Structural engineer Jean-Luc Galéa explains: "The ‘MRIDIAN’ generates a strong magnetic field and can respond very sensitively to electromagnetic interference, impairing imaging precision. No iron whatsoever may be present in any of the materials within the safety zone and that includes the concrete reinforcement. We opted for Schöck Combar as it met all the technical requirements and has very reliable certifications." The strength of Combar was vital too, given that the foundations had to support over ten tons of technology (a required load-bearing capacity of over 5000lb/m2).
Initial foundation work involved micropiles anchored more than ten metres deep. The centre of the reinforced concrete floor slab was then cut out around where the ‘MRIDIAN’ had to be insulated, leaving an octagonal outline. Anchors were placed at various planes on each of the eight sides and Combar rods inserted top and bottom of each edge to act as reinforcing anchors. Then, alternating rods were inserted to absorb the shear loads.
General contractor Stephane Roldan: "To reinforce the upper and lower levels, we created grates, each made up of 12mm diameter Combar rods. The rods are sturdy, but easy to machine and the plastic clips, ties and spacers were very useful in allowing fast and accurate placement”.

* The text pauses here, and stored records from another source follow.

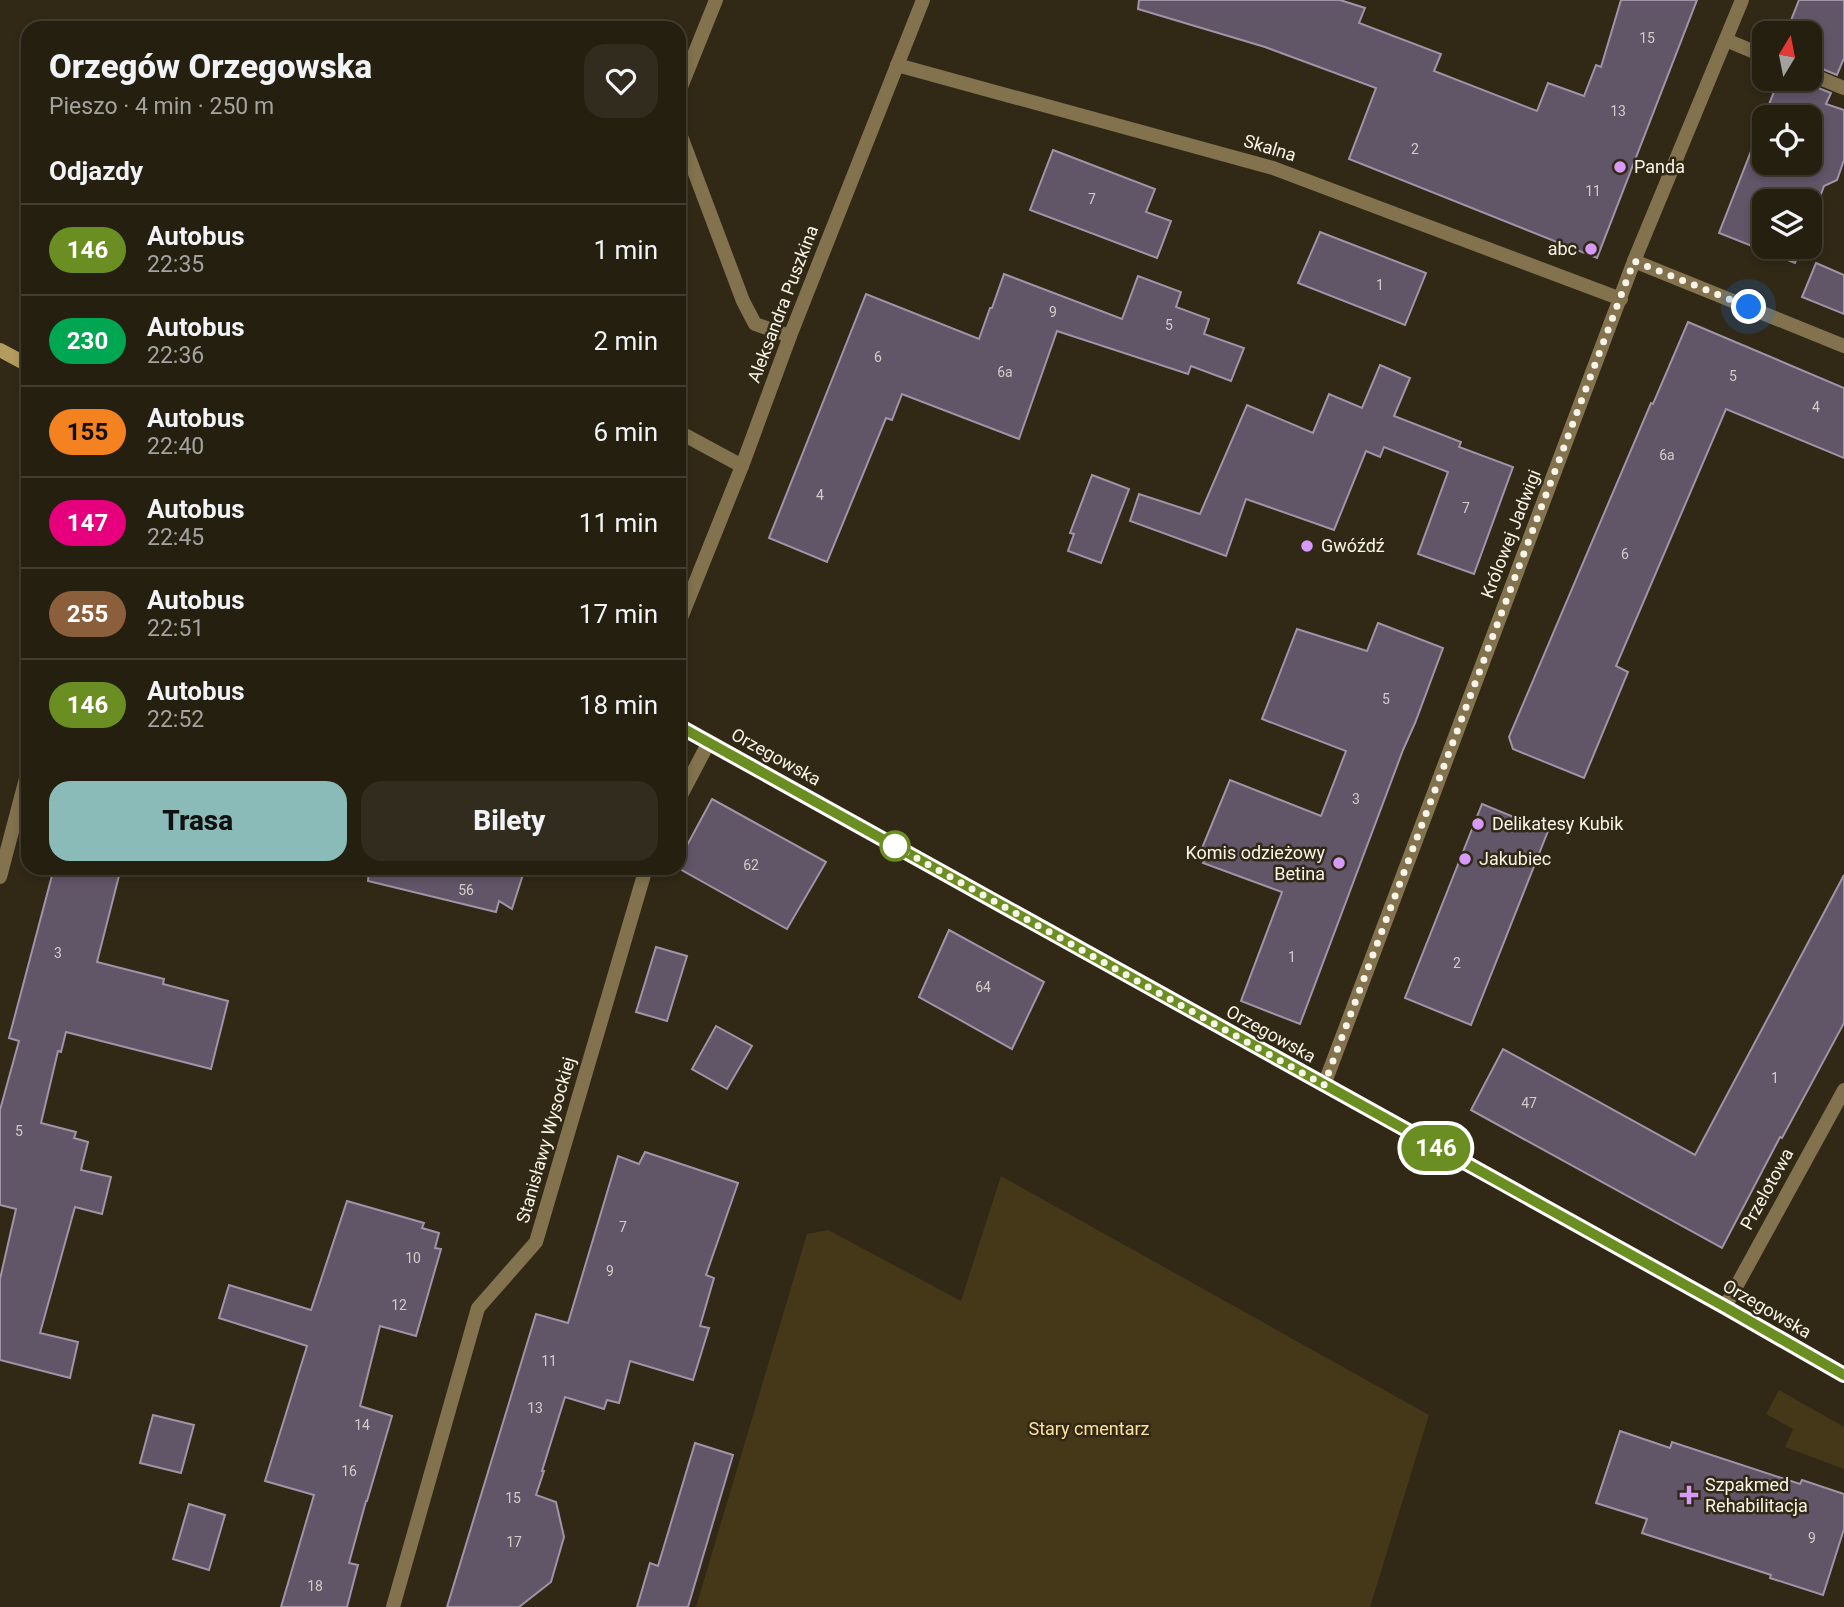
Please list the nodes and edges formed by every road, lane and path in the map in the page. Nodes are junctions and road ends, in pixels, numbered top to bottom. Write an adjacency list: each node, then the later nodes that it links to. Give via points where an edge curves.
1 (716, 0): 7 (street)
2 (923, 0): 6 (street, Aleksandra Puszkina)
3 (1742, 0): 4 (street, Królowej Jadwigi)
4 (1726, 40): 5 (street); 11 (street, Królowej Jadwigi)
5 (1752, 51)
6 (897, 65): 12 (street, Skalna, via 1273,168); 13 (street, Aleksandra Puszkina)
7 (686, 75)
8 (1822, 79): 9 (street)
9 (1844, 88)
10 (686, 149): 13 (street, via 755,324)
11 (1634, 261): 12 (street, Królowej Jadwigi); 14 (street)
12 (1621, 299): 26 (street, Królowej Jadwigi)
13 (790, 336): 18 (street, Aleksandra Puszkina)
14 (1844, 346)
15 (0, 350): 16 (street)
16 (21, 361)
17 (686, 436): 18 (street)
18 (743, 466): 19 (street, Aleksandra Puszkina)
19 (686, 605)
20 (686, 730): 21 (street, Orzegowska)
21 (709, 742): 22 (street); 26 (street, Orzegowska)
22 (686, 786)
23 (21, 798): 25 (street)
24 (644, 875): 30 (street, Stanisławy Wysockiej, via 536,1242 478,1308)
25 (0, 877)
26 (1324, 1085): 28 (street, Orzegowska)
27 (1844, 1090): 28 (street, Przelotowa)
28 (1725, 1307): 29 (street, Orzegowska)
29 (1844, 1375)
30 (393, 1607)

For decades, steel rebar has been used as reinforcement in concrete construction. But steel, although strong, is not an ideal solution, especially in corrosive and electromagnetically sensitive environments. Schöck’s Combar (‘composite rebar’) has been developed as an alternative.
In addition to medical and research facilities – where sensitive instruments can be signifcantly affected by conductivity from steel reinforcement – there are a number of other applications for Combar.
• Boring machines, when used in shaft walls of tunnels, have a problem as they cannot drill through steel reinforced walls. With Combar the machine can cut directly through the head wall.
• Bridges, marine and harbour constructions benefit from Combar as any corrosion risk, even from salt, is eliminated.
• In high voltage transformers and power plant reactors, inductive currents are generated within the reinforcing steel. The heat will affect the rebar strength if too close to the coils. Combar remains unaffected.